Collected data entries:
+ + +

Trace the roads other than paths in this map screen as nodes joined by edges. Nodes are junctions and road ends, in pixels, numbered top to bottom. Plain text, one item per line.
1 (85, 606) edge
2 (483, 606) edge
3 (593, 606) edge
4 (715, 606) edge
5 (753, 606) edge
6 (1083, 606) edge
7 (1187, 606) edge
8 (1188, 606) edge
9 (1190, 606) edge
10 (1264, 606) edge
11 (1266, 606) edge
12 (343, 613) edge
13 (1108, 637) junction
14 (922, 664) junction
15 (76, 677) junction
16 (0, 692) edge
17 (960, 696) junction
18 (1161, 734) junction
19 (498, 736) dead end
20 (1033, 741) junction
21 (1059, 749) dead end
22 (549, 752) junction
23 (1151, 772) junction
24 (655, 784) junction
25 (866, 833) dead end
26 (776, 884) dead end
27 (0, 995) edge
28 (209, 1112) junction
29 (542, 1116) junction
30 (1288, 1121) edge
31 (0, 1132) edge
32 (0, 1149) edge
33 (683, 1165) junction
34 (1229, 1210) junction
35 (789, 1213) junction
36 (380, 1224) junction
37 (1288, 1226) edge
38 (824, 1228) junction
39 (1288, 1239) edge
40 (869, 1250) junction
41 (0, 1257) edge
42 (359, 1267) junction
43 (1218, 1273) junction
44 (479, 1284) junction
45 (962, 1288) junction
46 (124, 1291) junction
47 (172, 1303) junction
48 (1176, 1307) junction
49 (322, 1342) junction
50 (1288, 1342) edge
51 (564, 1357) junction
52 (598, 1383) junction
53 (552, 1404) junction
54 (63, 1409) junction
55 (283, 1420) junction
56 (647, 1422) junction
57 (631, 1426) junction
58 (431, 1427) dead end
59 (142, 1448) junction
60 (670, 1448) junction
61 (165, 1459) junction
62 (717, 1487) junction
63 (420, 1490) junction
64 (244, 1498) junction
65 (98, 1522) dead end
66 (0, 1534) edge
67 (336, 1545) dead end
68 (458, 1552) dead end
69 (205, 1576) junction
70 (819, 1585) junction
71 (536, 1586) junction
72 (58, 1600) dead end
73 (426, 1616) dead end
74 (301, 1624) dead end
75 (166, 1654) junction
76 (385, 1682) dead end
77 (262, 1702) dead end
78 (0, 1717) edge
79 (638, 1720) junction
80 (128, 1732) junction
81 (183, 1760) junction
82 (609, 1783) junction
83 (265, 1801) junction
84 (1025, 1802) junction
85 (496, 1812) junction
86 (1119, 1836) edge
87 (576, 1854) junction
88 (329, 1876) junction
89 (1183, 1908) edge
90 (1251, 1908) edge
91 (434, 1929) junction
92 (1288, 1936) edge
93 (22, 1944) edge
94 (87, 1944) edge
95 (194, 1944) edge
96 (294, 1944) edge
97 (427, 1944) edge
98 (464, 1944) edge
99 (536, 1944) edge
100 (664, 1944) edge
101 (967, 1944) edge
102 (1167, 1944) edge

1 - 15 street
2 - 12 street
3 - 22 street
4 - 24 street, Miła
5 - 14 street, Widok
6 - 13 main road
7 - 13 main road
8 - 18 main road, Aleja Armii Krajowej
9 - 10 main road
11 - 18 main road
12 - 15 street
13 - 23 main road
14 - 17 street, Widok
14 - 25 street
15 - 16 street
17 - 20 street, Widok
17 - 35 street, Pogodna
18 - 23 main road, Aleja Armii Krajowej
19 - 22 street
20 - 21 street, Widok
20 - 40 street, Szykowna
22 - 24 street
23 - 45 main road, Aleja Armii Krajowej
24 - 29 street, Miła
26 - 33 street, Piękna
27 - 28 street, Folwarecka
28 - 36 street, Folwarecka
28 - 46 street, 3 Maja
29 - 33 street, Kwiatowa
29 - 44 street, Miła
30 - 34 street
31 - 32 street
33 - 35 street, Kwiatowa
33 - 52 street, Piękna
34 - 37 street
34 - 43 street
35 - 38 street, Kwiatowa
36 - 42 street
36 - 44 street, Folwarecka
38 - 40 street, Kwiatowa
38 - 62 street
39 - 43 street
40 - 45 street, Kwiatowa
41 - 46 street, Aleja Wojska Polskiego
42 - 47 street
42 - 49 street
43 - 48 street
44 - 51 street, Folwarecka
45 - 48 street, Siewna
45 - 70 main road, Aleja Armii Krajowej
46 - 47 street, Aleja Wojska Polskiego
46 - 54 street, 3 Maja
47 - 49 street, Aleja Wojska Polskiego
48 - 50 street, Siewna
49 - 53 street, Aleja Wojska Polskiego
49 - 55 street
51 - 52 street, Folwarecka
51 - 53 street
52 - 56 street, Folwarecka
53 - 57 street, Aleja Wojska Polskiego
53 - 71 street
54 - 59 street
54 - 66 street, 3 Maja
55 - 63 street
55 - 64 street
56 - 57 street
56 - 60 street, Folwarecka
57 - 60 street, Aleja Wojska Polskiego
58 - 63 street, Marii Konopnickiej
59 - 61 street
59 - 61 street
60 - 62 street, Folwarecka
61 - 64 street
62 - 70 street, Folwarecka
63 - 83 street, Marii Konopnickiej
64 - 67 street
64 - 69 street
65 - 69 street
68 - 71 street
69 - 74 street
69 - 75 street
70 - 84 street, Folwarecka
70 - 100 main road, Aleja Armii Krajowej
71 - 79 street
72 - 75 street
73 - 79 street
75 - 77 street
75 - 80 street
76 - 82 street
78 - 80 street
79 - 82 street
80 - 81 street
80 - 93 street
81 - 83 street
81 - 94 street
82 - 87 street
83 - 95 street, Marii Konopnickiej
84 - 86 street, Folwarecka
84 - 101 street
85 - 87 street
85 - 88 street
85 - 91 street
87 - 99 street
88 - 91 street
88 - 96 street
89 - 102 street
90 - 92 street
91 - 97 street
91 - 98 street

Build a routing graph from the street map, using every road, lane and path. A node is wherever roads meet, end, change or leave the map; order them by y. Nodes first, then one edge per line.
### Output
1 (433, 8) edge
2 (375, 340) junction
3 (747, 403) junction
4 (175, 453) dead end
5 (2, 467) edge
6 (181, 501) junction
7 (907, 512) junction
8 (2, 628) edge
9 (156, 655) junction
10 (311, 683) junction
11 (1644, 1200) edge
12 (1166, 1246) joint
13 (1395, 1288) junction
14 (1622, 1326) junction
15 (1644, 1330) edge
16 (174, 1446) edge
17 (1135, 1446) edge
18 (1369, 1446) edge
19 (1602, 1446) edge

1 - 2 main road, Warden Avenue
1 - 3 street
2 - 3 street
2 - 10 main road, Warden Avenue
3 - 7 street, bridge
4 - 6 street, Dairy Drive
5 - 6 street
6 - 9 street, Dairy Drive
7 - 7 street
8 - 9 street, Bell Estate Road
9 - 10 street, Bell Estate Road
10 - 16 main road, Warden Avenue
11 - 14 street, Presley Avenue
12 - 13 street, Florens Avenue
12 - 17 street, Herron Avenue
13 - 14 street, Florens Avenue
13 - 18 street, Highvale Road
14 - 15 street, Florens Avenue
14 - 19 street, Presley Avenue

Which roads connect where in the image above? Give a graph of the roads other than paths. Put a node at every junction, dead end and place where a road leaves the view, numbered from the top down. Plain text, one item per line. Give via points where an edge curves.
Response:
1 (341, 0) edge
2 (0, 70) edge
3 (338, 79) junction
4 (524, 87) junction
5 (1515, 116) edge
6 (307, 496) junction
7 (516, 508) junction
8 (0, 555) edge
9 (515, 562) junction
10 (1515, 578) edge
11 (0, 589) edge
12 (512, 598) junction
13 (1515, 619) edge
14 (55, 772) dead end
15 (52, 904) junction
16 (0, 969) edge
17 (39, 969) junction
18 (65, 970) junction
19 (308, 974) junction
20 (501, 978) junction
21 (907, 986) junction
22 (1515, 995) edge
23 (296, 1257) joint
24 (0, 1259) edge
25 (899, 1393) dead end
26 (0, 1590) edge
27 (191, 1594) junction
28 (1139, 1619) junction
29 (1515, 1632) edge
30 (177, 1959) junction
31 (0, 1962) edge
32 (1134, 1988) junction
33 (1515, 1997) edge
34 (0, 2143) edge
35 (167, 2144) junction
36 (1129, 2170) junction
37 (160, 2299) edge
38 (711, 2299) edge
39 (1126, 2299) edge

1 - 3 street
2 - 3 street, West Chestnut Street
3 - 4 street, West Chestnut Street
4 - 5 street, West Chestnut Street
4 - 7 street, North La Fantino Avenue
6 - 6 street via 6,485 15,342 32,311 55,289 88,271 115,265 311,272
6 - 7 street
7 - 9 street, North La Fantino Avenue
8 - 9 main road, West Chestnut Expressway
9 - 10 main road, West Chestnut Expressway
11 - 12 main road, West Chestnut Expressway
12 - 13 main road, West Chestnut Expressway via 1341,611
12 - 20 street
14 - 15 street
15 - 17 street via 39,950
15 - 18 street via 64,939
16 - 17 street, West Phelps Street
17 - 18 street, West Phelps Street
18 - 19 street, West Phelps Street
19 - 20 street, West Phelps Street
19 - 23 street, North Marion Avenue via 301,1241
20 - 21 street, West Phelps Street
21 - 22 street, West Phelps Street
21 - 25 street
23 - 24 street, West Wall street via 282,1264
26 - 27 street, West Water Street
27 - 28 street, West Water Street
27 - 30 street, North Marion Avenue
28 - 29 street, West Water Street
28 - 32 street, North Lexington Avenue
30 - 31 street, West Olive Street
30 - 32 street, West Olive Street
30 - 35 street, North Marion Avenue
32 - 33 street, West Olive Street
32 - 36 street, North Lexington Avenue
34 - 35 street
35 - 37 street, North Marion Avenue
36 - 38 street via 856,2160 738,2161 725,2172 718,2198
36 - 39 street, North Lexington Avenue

+ + +

The problem: The lines above from the one with "Build a routing" through the one with "Which roads connect" are to be duplicated exactly, ends included, with nothing added.

Completed task:
Build a routing graph from the street map, using every road, lane and path. A node is wherever roads meet, end, change or leave the map; order them by y. Nodes first, then one edge per line.
### Output
1 (433, 8) edge
2 (375, 340) junction
3 (747, 403) junction
4 (175, 453) dead end
5 (2, 467) edge
6 (181, 501) junction
7 (907, 512) junction
8 (2, 628) edge
9 (156, 655) junction
10 (311, 683) junction
11 (1644, 1200) edge
12 (1166, 1246) joint
13 (1395, 1288) junction
14 (1622, 1326) junction
15 (1644, 1330) edge
16 (174, 1446) edge
17 (1135, 1446) edge
18 (1369, 1446) edge
19 (1602, 1446) edge

1 - 2 main road, Warden Avenue
1 - 3 street
2 - 3 street
2 - 10 main road, Warden Avenue
3 - 7 street, bridge
4 - 6 street, Dairy Drive
5 - 6 street
6 - 9 street, Dairy Drive
7 - 7 street
8 - 9 street, Bell Estate Road
9 - 10 street, Bell Estate Road
10 - 16 main road, Warden Avenue
11 - 14 street, Presley Avenue
12 - 13 street, Florens Avenue
12 - 17 street, Herron Avenue
13 - 14 street, Florens Avenue
13 - 18 street, Highvale Road
14 - 15 street, Florens Avenue
14 - 19 street, Presley Avenue

Which roads connect where in the image above? Give a graph of the roads other than paths. Put a node at every junction, dead end and place where a road leaves the view, numbered from the top down. Plain text, one item per line. Give via points where an edge curves.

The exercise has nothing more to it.